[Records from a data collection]
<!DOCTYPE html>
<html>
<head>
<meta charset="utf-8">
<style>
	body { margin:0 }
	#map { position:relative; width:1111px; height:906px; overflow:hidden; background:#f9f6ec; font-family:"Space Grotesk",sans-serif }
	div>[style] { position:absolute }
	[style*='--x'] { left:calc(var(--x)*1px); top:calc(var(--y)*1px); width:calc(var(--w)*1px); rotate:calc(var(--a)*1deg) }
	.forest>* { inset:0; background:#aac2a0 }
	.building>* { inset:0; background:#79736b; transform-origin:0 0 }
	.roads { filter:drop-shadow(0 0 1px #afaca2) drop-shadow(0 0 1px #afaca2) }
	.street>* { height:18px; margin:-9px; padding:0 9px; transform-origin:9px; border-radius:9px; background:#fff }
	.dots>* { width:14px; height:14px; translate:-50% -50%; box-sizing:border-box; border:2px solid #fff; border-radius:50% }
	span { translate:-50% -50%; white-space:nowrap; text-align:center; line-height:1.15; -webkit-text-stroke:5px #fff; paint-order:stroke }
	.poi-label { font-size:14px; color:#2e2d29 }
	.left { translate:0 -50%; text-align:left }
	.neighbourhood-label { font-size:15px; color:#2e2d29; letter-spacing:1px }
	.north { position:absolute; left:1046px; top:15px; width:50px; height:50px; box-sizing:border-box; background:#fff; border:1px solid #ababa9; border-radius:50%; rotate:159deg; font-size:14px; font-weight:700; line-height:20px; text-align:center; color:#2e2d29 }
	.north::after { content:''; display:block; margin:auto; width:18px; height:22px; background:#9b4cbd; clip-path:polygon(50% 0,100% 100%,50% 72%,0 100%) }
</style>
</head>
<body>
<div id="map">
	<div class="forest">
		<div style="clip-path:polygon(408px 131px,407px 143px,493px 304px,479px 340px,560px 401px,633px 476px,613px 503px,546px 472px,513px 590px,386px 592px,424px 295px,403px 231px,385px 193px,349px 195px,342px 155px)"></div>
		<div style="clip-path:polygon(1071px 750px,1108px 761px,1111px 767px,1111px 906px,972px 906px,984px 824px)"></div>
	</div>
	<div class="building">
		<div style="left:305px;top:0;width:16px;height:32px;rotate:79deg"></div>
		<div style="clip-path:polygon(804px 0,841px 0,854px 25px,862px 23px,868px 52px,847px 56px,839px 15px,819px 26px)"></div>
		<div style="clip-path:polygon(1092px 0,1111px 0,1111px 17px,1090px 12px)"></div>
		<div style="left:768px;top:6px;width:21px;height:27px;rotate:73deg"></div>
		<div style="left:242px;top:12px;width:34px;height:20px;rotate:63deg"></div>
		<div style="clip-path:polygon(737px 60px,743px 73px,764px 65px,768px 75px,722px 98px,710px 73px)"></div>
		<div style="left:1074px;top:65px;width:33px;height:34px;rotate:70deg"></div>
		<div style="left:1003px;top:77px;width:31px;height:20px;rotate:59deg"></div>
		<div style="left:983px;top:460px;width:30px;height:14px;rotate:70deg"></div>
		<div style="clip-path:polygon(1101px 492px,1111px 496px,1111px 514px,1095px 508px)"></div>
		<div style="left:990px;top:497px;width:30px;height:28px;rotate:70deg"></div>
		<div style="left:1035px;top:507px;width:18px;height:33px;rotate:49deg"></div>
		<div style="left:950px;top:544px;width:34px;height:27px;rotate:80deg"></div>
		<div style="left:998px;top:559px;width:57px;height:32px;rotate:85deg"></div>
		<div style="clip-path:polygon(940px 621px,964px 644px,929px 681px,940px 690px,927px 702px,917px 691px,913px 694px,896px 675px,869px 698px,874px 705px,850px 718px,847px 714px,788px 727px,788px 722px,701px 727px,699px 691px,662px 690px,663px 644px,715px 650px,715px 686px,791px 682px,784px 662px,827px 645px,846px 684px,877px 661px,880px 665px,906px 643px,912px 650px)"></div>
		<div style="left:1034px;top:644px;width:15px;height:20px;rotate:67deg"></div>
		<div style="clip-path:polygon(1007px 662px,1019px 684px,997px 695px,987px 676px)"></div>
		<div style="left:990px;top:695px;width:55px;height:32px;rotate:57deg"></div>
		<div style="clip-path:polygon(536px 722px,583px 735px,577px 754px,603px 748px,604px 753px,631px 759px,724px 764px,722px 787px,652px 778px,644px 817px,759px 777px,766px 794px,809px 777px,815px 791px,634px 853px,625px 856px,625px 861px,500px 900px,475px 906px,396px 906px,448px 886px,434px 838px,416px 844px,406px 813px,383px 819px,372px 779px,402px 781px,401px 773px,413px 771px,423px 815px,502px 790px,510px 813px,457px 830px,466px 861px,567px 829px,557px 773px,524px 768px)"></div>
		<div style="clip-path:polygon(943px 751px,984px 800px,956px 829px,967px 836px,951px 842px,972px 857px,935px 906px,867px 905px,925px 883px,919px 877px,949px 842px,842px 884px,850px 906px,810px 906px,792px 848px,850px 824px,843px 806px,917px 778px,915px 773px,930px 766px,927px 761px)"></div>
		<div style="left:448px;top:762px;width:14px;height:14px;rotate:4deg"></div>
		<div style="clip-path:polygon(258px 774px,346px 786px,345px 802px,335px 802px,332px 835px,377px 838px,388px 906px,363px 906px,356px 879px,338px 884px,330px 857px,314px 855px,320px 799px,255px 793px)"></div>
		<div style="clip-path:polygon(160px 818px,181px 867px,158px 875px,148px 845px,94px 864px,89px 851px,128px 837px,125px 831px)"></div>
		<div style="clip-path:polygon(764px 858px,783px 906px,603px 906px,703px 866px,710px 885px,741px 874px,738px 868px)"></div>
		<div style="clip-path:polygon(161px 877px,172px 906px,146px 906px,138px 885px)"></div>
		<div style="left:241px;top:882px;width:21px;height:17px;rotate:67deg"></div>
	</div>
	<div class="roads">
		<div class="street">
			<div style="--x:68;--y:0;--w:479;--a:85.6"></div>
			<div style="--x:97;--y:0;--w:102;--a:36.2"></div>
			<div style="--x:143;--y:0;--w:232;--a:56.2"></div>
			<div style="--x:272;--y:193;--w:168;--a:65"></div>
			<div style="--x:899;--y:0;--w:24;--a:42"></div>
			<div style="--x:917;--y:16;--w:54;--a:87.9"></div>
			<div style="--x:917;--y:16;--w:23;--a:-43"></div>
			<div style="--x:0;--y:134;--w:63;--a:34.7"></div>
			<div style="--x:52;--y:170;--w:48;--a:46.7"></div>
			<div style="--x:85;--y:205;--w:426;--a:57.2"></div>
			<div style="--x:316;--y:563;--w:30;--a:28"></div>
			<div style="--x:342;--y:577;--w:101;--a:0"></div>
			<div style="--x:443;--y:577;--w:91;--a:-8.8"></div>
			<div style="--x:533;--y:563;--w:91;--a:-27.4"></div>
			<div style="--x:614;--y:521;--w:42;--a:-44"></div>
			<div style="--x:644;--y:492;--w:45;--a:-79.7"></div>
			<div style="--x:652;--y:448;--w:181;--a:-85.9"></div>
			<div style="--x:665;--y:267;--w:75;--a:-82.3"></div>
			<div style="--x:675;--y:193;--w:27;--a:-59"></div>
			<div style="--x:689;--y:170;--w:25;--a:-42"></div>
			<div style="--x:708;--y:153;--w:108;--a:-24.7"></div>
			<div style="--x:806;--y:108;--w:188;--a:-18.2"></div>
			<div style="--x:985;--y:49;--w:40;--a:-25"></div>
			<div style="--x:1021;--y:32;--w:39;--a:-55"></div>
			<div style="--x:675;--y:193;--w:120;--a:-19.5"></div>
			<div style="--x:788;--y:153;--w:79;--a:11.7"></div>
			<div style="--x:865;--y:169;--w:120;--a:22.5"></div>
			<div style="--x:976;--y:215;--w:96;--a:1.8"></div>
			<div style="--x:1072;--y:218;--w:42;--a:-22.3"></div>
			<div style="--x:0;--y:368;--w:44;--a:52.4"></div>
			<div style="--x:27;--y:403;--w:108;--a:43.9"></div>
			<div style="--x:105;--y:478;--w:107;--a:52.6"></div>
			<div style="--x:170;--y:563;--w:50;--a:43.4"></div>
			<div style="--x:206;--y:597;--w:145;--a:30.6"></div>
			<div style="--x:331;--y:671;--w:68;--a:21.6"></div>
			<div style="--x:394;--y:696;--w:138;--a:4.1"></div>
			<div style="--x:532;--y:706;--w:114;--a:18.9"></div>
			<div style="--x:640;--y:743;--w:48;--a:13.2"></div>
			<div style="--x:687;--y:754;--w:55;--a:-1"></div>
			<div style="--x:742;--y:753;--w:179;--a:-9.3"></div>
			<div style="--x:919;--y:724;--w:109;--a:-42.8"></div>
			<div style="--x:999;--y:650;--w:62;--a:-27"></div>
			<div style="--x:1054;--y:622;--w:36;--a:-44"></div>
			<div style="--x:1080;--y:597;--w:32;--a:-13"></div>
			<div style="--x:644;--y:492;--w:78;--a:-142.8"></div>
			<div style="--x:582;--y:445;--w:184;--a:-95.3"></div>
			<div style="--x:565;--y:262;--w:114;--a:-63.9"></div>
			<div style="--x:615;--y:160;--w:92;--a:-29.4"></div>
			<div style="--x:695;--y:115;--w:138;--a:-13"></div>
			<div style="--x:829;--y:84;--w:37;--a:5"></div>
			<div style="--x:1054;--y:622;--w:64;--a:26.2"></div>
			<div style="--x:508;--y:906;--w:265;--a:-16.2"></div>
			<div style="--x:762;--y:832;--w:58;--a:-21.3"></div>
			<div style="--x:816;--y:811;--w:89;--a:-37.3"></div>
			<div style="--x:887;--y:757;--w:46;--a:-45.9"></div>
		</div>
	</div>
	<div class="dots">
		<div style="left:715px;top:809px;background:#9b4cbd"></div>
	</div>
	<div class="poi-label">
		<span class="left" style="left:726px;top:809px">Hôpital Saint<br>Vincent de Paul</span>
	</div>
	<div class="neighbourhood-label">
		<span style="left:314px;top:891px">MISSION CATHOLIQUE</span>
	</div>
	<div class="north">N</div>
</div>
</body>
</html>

### WHAT TO DO
Your answer should be exactly the lines of the data above, from the first through the line containing "width:14px; height:14px; translate:-50%".

### EXPECTED ANSWER
<!DOCTYPE html>
<html>
<head>
<meta charset="utf-8">
<style>
	body { margin:0 }
	#map { position:relative; width:1111px; height:906px; overflow:hidden; background:#f9f6ec; font-family:"Space Grotesk",sans-serif }
	div>[style] { position:absolute }
	[style*='--x'] { left:calc(var(--x)*1px); top:calc(var(--y)*1px); width:calc(var(--w)*1px); rotate:calc(var(--a)*1deg) }
	.forest>* { inset:0; background:#aac2a0 }
	.building>* { inset:0; background:#79736b; transform-origin:0 0 }
	.roads { filter:drop-shadow(0 0 1px #afaca2) drop-shadow(0 0 1px #afaca2) }
	.street>* { height:18px; margin:-9px; padding:0 9px; transform-origin:9px; border-radius:9px; background:#fff }
	.dots>* { width:14px; height:14px; translate:-50% -50%; box-sizing:border-box; border:2px solid #fff; border-radius:50% }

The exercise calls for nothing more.